## Exercise goal:
Every record must be restated exactly as written.

## Recorded information:
=-=-=

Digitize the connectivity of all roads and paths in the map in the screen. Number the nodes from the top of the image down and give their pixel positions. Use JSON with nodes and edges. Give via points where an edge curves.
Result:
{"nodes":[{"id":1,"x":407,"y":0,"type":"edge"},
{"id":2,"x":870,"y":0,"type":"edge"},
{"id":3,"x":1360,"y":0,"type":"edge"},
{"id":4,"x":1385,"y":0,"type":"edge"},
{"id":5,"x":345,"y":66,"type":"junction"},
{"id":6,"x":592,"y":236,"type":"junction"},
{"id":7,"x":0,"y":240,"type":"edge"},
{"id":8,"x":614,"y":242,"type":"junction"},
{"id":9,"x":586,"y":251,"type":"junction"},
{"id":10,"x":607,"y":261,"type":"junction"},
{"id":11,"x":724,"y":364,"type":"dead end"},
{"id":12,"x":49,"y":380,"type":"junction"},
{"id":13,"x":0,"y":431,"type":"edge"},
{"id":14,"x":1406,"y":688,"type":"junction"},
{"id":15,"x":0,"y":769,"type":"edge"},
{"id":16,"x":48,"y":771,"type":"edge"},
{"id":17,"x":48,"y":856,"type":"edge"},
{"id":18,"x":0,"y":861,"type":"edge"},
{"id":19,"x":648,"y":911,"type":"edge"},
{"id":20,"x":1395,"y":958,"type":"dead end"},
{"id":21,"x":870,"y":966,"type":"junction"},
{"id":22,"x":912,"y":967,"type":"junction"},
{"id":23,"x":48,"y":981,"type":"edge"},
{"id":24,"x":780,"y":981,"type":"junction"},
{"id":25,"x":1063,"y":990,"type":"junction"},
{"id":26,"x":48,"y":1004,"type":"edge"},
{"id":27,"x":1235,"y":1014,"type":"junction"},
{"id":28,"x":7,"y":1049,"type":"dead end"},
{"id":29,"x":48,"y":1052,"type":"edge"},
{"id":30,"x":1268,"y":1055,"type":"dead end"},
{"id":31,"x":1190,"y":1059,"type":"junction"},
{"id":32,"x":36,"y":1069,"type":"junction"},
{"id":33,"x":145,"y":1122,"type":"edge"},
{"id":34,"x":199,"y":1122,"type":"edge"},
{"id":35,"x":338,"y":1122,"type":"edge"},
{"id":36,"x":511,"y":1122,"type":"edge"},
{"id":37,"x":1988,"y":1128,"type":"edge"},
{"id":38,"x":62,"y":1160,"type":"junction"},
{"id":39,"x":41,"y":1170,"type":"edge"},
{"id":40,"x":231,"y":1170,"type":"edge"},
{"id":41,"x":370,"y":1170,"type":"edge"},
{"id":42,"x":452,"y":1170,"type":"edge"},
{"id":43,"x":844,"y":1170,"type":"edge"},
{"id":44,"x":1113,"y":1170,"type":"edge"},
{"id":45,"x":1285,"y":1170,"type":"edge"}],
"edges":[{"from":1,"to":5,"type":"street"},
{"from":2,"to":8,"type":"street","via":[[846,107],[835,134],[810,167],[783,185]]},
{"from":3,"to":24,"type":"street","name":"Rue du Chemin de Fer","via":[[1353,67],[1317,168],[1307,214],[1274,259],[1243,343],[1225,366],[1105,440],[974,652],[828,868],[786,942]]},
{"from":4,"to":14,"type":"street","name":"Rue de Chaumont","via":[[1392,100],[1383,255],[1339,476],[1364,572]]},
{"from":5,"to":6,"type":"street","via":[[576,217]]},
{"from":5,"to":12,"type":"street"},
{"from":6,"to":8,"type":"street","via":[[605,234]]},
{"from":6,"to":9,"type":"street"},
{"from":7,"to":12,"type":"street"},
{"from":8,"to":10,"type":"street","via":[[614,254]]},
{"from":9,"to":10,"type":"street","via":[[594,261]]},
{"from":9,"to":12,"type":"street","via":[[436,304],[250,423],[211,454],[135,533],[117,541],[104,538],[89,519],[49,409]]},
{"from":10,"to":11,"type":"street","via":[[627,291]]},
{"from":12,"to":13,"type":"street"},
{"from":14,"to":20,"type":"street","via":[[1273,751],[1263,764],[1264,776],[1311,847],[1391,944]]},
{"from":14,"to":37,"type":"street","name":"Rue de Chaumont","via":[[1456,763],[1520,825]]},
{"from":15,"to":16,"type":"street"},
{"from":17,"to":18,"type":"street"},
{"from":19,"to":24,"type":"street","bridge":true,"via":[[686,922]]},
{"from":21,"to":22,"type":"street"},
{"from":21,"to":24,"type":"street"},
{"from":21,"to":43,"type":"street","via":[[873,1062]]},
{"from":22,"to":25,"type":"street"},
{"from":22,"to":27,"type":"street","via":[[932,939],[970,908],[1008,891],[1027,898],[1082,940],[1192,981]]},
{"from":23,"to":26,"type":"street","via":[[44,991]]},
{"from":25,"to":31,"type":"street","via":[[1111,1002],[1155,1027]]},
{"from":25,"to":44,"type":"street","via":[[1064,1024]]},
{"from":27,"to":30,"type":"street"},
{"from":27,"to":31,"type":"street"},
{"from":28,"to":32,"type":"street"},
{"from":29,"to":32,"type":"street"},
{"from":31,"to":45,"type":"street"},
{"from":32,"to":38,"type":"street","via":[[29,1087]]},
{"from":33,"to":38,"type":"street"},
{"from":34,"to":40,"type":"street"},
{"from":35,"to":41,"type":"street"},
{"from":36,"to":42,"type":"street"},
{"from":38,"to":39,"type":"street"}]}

=-=-=

## Task result:
Digitize the connectivity of all roads and paths in the map in the screen. Number the nodes from the top of the image down and give their pixel positions. Use JSON with nodes and edges. Give via points where an edge curves.
Result:
{"nodes":[{"id":1,"x":407,"y":0,"type":"edge"},
{"id":2,"x":870,"y":0,"type":"edge"},
{"id":3,"x":1360,"y":0,"type":"edge"},
{"id":4,"x":1385,"y":0,"type":"edge"},
{"id":5,"x":345,"y":66,"type":"junction"},
{"id":6,"x":592,"y":236,"type":"junction"},
{"id":7,"x":0,"y":240,"type":"edge"},
{"id":8,"x":614,"y":242,"type":"junction"},
{"id":9,"x":586,"y":251,"type":"junction"},
{"id":10,"x":607,"y":261,"type":"junction"},
{"id":11,"x":724,"y":364,"type":"dead end"},
{"id":12,"x":49,"y":380,"type":"junction"},
{"id":13,"x":0,"y":431,"type":"edge"},
{"id":14,"x":1406,"y":688,"type":"junction"},
{"id":15,"x":0,"y":769,"type":"edge"},
{"id":16,"x":48,"y":771,"type":"edge"},
{"id":17,"x":48,"y":856,"type":"edge"},
{"id":18,"x":0,"y":861,"type":"edge"},
{"id":19,"x":648,"y":911,"type":"edge"},
{"id":20,"x":1395,"y":958,"type":"dead end"},
{"id":21,"x":870,"y":966,"type":"junction"},
{"id":22,"x":912,"y":967,"type":"junction"},
{"id":23,"x":48,"y":981,"type":"edge"},
{"id":24,"x":780,"y":981,"type":"junction"},
{"id":25,"x":1063,"y":990,"type":"junction"},
{"id":26,"x":48,"y":1004,"type":"edge"},
{"id":27,"x":1235,"y":1014,"type":"junction"},
{"id":28,"x":7,"y":1049,"type":"dead end"},
{"id":29,"x":48,"y":1052,"type":"edge"},
{"id":30,"x":1268,"y":1055,"type":"dead end"},
{"id":31,"x":1190,"y":1059,"type":"junction"},
{"id":32,"x":36,"y":1069,"type":"junction"},
{"id":33,"x":145,"y":1122,"type":"edge"},
{"id":34,"x":199,"y":1122,"type":"edge"},
{"id":35,"x":338,"y":1122,"type":"edge"},
{"id":36,"x":511,"y":1122,"type":"edge"},
{"id":37,"x":1988,"y":1128,"type":"edge"},
{"id":38,"x":62,"y":1160,"type":"junction"},
{"id":39,"x":41,"y":1170,"type":"edge"},
{"id":40,"x":231,"y":1170,"type":"edge"},
{"id":41,"x":370,"y":1170,"type":"edge"},
{"id":42,"x":452,"y":1170,"type":"edge"},
{"id":43,"x":844,"y":1170,"type":"edge"},
{"id":44,"x":1113,"y":1170,"type":"edge"},
{"id":45,"x":1285,"y":1170,"type":"edge"}],
"edges":[{"from":1,"to":5,"type":"street"},
{"from":2,"to":8,"type":"street","via":[[846,107],[835,134],[810,167],[783,185]]},
{"from":3,"to":24,"type":"street","name":"Rue du Chemin de Fer","via":[[1353,67],[1317,168],[1307,214],[1274,259],[1243,343],[1225,366],[1105,440],[974,652],[828,868],[786,942]]},
{"from":4,"to":14,"type":"street","name":"Rue de Chaumont","via":[[1392,100],[1383,255],[1339,476],[1364,572]]},
{"from":5,"to":6,"type":"street","via":[[576,217]]},
{"from":5,"to":12,"type":"street"},
{"from":6,"to":8,"type":"street","via":[[605,234]]},
{"from":6,"to":9,"type":"street"},
{"from":7,"to":12,"type":"street"},
{"from":8,"to":10,"type":"street","via":[[614,254]]},
{"from":9,"to":10,"type":"street","via":[[594,261]]},
{"from":9,"to":12,"type":"street","via":[[436,304],[250,423],[211,454],[135,533],[117,541],[104,538],[89,519],[49,409]]},
{"from":10,"to":11,"type":"street","via":[[627,291]]},
{"from":12,"to":13,"type":"street"},
{"from":14,"to":20,"type":"street","via":[[1273,751],[1263,764],[1264,776],[1311,847],[1391,944]]},
{"from":14,"to":37,"type":"street","name":"Rue de Chaumont","via":[[1456,763],[1520,825]]},
{"from":15,"to":16,"type":"street"},
{"from":17,"to":18,"type":"street"},
{"from":19,"to":24,"type":"street","bridge":true,"via":[[686,922]]},
{"from":21,"to":22,"type":"street"},
{"from":21,"to":24,"type":"street"},
{"from":21,"to":43,"type":"street","via":[[873,1062]]},
{"from":22,"to":25,"type":"street"},
{"from":22,"to":27,"type":"street","via":[[932,939],[970,908],[1008,891],[1027,898],[1082,940],[1192,981]]},
{"from":23,"to":26,"type":"street","via":[[44,991]]},
{"from":25,"to":31,"type":"street","via":[[1111,1002],[1155,1027]]},
{"from":25,"to":44,"type":"street","via":[[1064,1024]]},
{"from":27,"to":30,"type":"street"},
{"from":27,"to":31,"type":"street"},
{"from":28,"to":32,"type":"street"},
{"from":29,"to":32,"type":"street"},
{"from":31,"to":45,"type":"street"},
{"from":32,"to":38,"type":"street","via":[[29,1087]]},
{"from":33,"to":38,"type":"street"},
{"from":34,"to":40,"type":"street"},
{"from":35,"to":41,"type":"street"},
{"from":36,"to":42,"type":"street"},
{"from":38,"to":39,"type":"street"}]}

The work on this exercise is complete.